Exercise objective ▸
A faithful copy is needed of the lines below from the one with "pinky tip: (418, 265)" up to and including the one with "middle pip: (48, 313)"; set it down with no pictures and no other lines.

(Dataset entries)
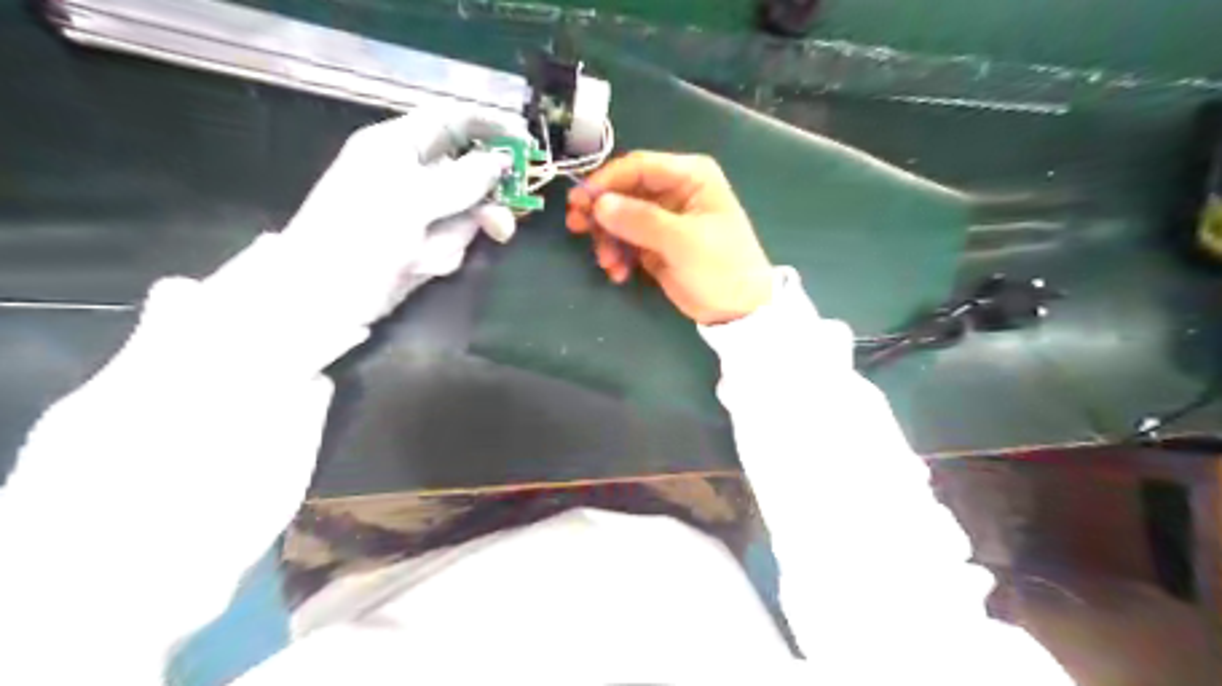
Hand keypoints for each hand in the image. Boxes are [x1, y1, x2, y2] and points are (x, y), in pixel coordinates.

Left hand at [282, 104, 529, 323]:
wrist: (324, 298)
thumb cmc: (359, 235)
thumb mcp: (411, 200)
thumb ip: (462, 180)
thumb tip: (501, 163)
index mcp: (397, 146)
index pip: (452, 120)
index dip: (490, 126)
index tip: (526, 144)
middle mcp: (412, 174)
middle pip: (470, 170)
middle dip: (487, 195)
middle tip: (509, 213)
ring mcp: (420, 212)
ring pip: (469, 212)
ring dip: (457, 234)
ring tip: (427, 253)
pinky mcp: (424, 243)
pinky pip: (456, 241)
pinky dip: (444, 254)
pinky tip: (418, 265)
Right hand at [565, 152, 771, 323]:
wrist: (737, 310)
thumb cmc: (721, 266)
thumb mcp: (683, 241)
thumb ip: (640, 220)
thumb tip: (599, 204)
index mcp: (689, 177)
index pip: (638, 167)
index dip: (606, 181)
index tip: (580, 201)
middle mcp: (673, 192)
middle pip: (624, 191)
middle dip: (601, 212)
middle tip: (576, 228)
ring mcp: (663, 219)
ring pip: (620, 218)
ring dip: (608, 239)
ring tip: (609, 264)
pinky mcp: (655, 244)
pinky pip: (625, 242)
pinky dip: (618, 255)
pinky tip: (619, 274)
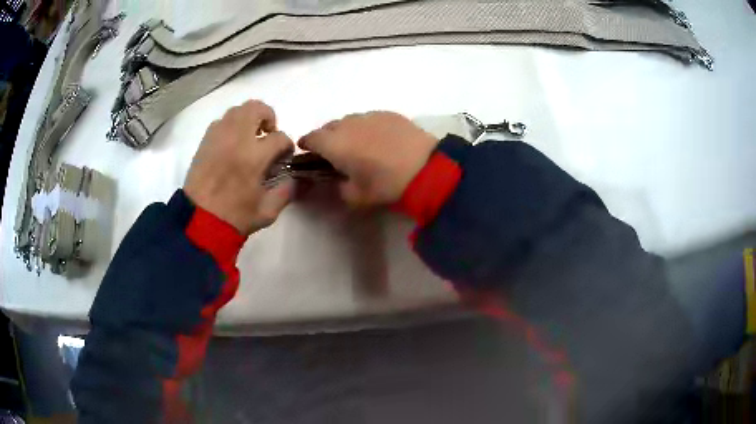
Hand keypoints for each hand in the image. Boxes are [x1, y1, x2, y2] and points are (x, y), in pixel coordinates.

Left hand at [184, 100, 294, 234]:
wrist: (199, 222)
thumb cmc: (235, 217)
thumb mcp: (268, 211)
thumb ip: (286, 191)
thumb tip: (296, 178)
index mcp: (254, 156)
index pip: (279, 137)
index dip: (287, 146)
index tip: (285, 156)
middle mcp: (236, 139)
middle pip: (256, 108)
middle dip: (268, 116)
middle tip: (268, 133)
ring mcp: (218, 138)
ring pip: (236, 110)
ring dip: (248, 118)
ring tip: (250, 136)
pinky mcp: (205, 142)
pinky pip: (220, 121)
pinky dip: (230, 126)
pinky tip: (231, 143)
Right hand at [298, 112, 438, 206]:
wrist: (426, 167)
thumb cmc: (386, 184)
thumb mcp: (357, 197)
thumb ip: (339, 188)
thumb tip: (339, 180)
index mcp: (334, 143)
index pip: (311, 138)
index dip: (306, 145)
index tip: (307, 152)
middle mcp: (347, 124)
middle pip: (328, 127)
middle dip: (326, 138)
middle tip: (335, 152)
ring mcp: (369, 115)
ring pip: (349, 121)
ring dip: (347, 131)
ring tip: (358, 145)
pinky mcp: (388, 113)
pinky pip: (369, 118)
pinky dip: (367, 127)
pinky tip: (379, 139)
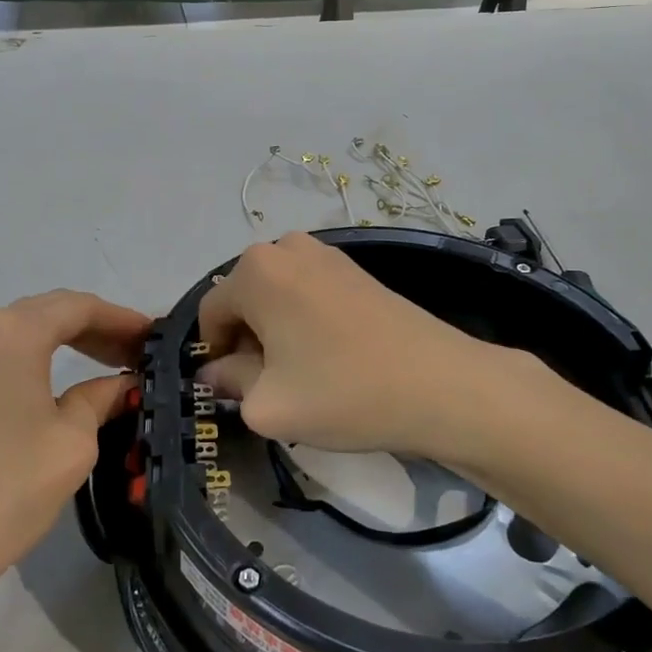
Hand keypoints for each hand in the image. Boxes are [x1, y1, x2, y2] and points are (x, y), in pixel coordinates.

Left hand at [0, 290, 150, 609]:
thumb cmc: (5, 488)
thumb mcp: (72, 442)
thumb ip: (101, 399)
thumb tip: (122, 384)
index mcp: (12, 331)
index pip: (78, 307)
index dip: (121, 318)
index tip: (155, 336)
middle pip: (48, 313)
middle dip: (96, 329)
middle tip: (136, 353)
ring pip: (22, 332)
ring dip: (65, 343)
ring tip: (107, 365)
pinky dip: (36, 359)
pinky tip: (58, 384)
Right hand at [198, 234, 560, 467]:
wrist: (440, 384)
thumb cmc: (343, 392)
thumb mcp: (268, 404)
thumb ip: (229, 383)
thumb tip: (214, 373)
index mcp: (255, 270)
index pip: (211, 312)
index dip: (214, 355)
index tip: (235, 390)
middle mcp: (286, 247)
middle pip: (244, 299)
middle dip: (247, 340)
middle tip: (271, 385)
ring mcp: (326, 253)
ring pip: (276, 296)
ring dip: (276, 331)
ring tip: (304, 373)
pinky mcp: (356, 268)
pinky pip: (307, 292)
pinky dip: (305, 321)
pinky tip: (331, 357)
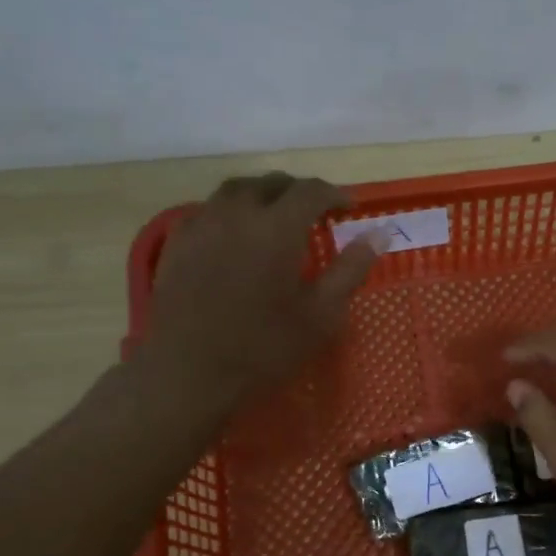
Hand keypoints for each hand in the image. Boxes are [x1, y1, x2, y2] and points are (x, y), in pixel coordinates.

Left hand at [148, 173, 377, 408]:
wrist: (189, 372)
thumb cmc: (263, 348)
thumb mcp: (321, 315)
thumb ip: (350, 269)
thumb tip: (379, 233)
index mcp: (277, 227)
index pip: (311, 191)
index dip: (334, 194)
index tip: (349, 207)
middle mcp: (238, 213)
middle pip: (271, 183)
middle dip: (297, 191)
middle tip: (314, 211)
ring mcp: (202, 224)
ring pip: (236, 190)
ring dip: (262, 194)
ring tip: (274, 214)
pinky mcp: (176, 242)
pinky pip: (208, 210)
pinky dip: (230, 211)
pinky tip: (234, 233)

The completed task ▸
pinky tip: (418, 265)
Right hand at [565, 152, 771, 323]:
wrist: (737, 310)
thumb cmc: (721, 266)
thumb mcp: (683, 241)
thumb ip: (640, 220)
thumb tip: (599, 204)
index mcp: (689, 177)
index pip: (638, 167)
index dip: (606, 181)
index tip: (580, 201)
middle mcp: (673, 192)
middle pip: (624, 191)
middle dip: (601, 212)
middle tip: (576, 228)
ring mcp: (663, 219)
ring pip: (620, 218)
ring dip: (608, 239)
ring tip: (609, 264)
pinky mcp: (655, 244)
pinky pip: (625, 242)
pinky dip: (618, 255)
pinky tip: (619, 274)
Hand keypoints for each hand in the image. Boxes are [x1, y1, x2, y2] and points are (x, y), in pixel coordinates.

Left hand at [184, 100, 294, 234]:
wrist: (199, 222)
thumb cmc: (235, 217)
thumb mcp: (268, 211)
thumb ip: (286, 191)
thumb tip: (296, 178)
index mcp: (254, 156)
index pip: (279, 137)
index dip: (287, 146)
index tip: (285, 156)
middle mcp: (236, 139)
middle pip: (256, 108)
middle dip: (268, 116)
middle tip: (268, 133)
ring mcp: (218, 138)
ring pip: (236, 110)
ring dip: (248, 118)
ring tip: (250, 136)
pinky mcp: (205, 142)
pinky pip: (220, 121)
pinky dip: (230, 126)
pinky tip: (231, 143)
Right hand at [298, 112, 438, 206]:
wrist: (426, 167)
thumb cmc: (386, 184)
thumb mcp: (357, 197)
thumb ip: (339, 188)
thumb tip: (339, 180)
index mcp: (334, 143)
index pip: (311, 138)
index dip: (306, 145)
index tip: (307, 152)
middle mcp: (347, 124)
middle pip: (328, 127)
middle dip: (326, 138)
middle tip: (335, 152)
ring mcp: (369, 115)
ring pip: (349, 121)
ring dip: (347, 131)
ring tip: (358, 145)
pinky mcp: (388, 113)
pinky pip: (369, 118)
pinky dip: (367, 127)
pinky tip: (379, 139)
Hand keypoints for each hand in the image. Boxes are [x1, y1, x2, y2] and points are (x, y), in pixel coordinates.

Left hand at [0, 290, 150, 609]:
thumb cmc: (5, 488)
thumb mcp: (72, 442)
thumb ip: (101, 399)
thumb tip: (122, 384)
index mcp: (12, 331)
index pip: (78, 307)
index dip: (121, 318)
index tip: (155, 336)
middle pip: (48, 313)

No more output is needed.